The first version of the DRMAA API was implemented in Sun's Grid engine and also in the University of Wisconsin-Madison's program Condor. The separate Globus Alliance maintains an implementation of some of these standards through the Globus Toolkit. The current release of UNICORE is based on the OGSA architecture and JSDL.

History

The concept of a forum to bring together developers, practitioners, and users of distributed computing (or grid computing) technologists was discussed at a "Birds of a Feather" session in November 1998 at the annual SCxx supercomputing conference.

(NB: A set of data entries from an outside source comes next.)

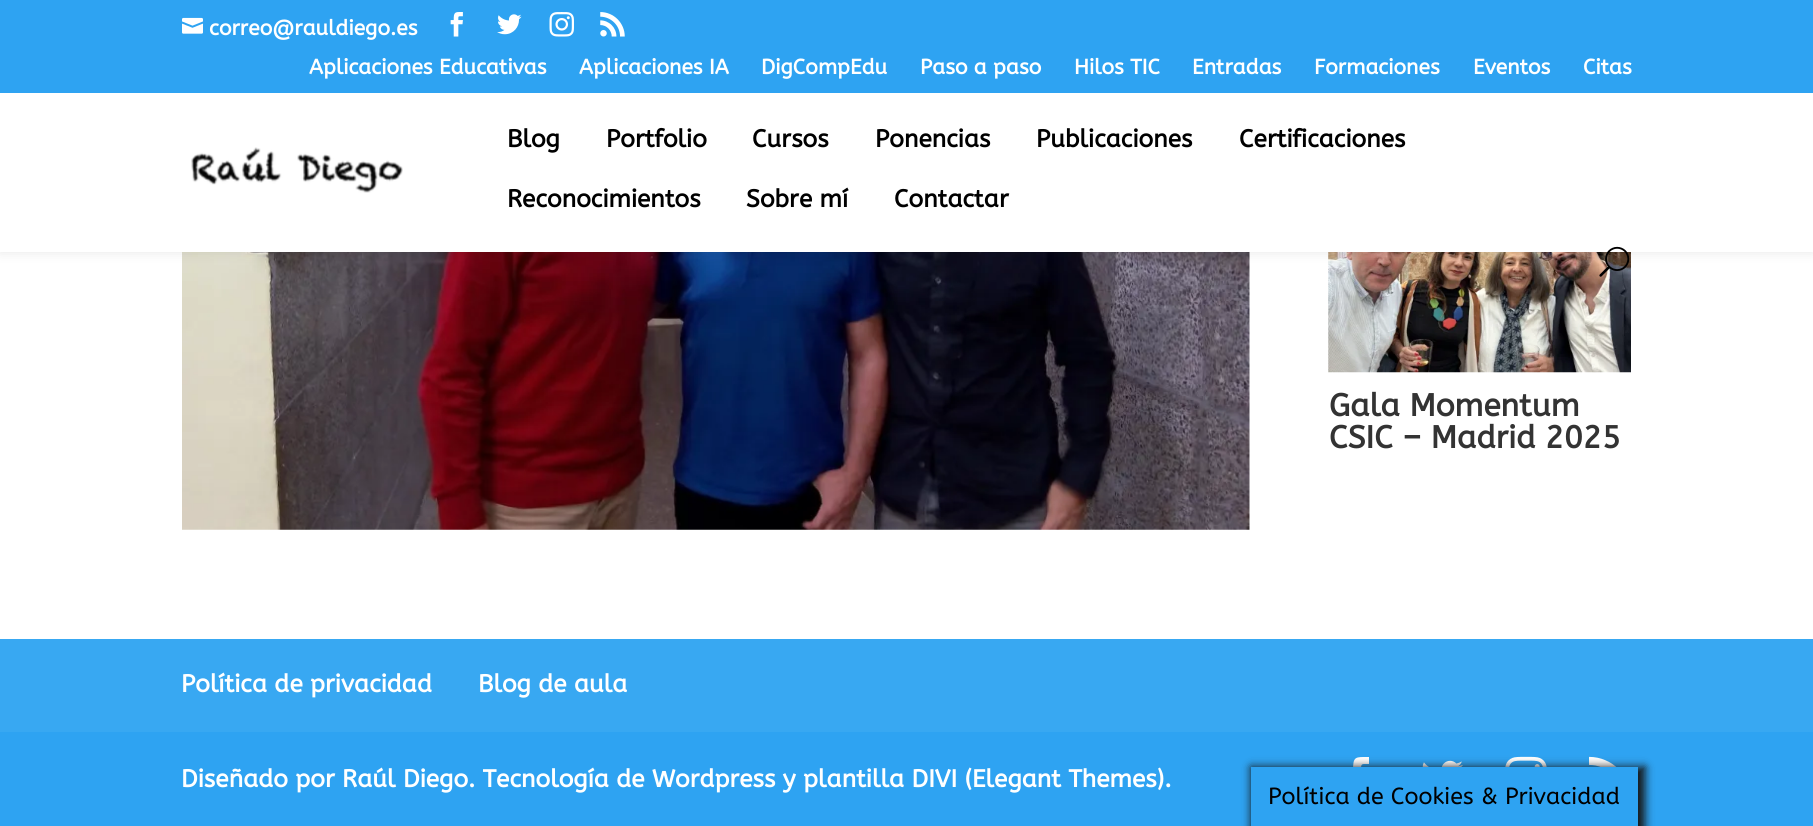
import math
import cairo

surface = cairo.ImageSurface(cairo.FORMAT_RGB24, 1813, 826)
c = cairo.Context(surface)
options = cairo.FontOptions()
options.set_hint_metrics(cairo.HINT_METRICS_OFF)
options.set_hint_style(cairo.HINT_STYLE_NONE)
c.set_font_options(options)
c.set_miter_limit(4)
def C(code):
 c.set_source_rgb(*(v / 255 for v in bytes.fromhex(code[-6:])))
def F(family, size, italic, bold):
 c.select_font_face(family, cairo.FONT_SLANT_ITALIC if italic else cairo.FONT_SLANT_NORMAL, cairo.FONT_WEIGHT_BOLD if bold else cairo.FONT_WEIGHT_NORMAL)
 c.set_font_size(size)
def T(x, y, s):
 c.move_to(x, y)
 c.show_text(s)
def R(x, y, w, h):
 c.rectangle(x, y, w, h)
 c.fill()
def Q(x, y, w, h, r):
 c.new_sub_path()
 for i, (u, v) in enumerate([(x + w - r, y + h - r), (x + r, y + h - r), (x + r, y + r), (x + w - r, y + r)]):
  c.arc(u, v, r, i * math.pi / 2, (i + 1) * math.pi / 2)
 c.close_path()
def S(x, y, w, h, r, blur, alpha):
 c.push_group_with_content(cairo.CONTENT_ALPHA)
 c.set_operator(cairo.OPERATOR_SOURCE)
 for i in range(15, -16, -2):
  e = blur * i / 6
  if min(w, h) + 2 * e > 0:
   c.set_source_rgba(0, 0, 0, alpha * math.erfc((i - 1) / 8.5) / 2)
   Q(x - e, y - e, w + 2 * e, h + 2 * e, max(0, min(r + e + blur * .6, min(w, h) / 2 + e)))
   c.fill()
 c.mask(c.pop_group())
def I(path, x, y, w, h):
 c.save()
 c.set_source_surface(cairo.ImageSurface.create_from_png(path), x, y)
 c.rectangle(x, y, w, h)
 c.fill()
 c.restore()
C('ffffff')
c.paint()
I('8.png',182,252,1068,278)
I('9.png',1328,252,303,121)
C('000000')
S(0,93,1813,159,0,6,.1)
C('2ea3f2')
R(0,0,1813,93)
I('1.png',182,17,21,17)
F('ABeeZee',21,0,1)
C('ffffff')
T(209,35,'correo@rauldiego.es')
I('2.png',450,12,13,25)
I('3.png',497,14,25,21)
I('4.png',549,12,25,25)
I('5.png',600,12,25,25)
T(309,74,'Aplicaciones Educativas')
T(579,74,'Aplicaciones IA')
T(761,74,'DigCompEdu')
T(920,74,'Paso a paso')
T(1074,74,'Hilos TIC')
T(1192,74,'Entradas')
T(1314,74,'Formaciones')
T(1473,74,'Eventos')
T(1583,74,'Citas')
R(0,93,1813,159)
I('6.png',191,147,212,46)
F('ABeeZee',24.5,0,1)
C('000000')
T(507,147,'Blog')
T(606,147,'Portfolio')
T(752,147,'Cursos')
T(875,147,'Ponencias')
T(1036,147,'Publicaciones')
T(1239,147,'Certificaciones')
T(507,207,'Reconocimientos')
T(746,207,'Sobre mí')
T(894,207,'Contactar')
I('7.png',1599,246,31,31)
F('ABeeZee',31.5,0,1)
C('333333')
T(1329,416,'Gala Momentum')
T(1329,448,'CSIC – Madrid 2025')
C('2ea3f2')
R(0,732,1813,94)
C('38a8f2')
R(0,639,1813,93)
F('ABeeZee',24.5,0,1)
C('ffffff')
T(181,692,'Política de privacidad')
T(478,692,'Blog de aula')
T(181,787,'Diseñado por Raúl Diego. Tecnología de Wordpress y plantilla DIVI (Elegant Themes).')
c.new_path()
c.move_to(1353,799)
c.line_to(1361,799)
c.line_to(1361,778)
c.line_to(1368,778)
c.line_to(1369,771)
c.line_to(1361,771)
c.curve_to(1361,763,1361,764,1369,764)
c.line_to(1369,757)
c.curve_to(1355,757,1353,756,1353,771)
c.line_to(1348,771)
c.line_to(1348,778)
c.line_to(1353,778)
c.close_path()
c.fill()
I('10.png',1422,760,41,7)
I('11.png',1505,756,42,11)
I('12.png',1589,756,28,11)
C('161616')
S(1251,767,394,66,0,4.5,1)
C('2ea3f2')
R(1251,767,387,59)
F('ABeeZee',23.3,0,0)
C('000000')
T(1268,804,'Política de Cookies & Privacidad')
surface.write_to_png('o.png')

Based on positive response to the idea during this BOF, Ian Foster and Bill Johnston convened the first Grid Forum meeting at NASA Ames in June 1999, drawing roughly 100 people, mostly from the US. A group of organizers nominated Charlie Catlett (from Argonne National Laboratory and the University of Chicago) to serve as the initial chair, confirmed via a plenary vote was held at the 2nd Grid Forum meeting in Chicago in October 1999. With extensive advice and assistance from IETF leaders, OGF established a standards process that is based heavily on the Internet Standards Process of the IETF. OGF is managed by a steering group whose members are selected by the community through a nomcom process that IETF uses, as outlined in RFC 2282.

During 2008 groups similar to Grid Forum began to organize in Europe (called eGrid) and Japan. Discussions among leaders of these groups resulted in combining strength to form Open Grid Forum which met for the first time in Amsterdam in March 2001. GGF-1 in Amsterdam followed five successful Grid Forum meetings. Catlett served as GGF Chair for two 3-year terms and was succeeded by Mark Linesch (from Hewlett Packard) in September 2004.

At GGF-18 (the 23rd gathering of the forum, counting the first five GF meetings) in September 2006 GGF became Open Grid Forum (OGF) based on a merger with an industry group named Enterprise Grid Alliance (EGA).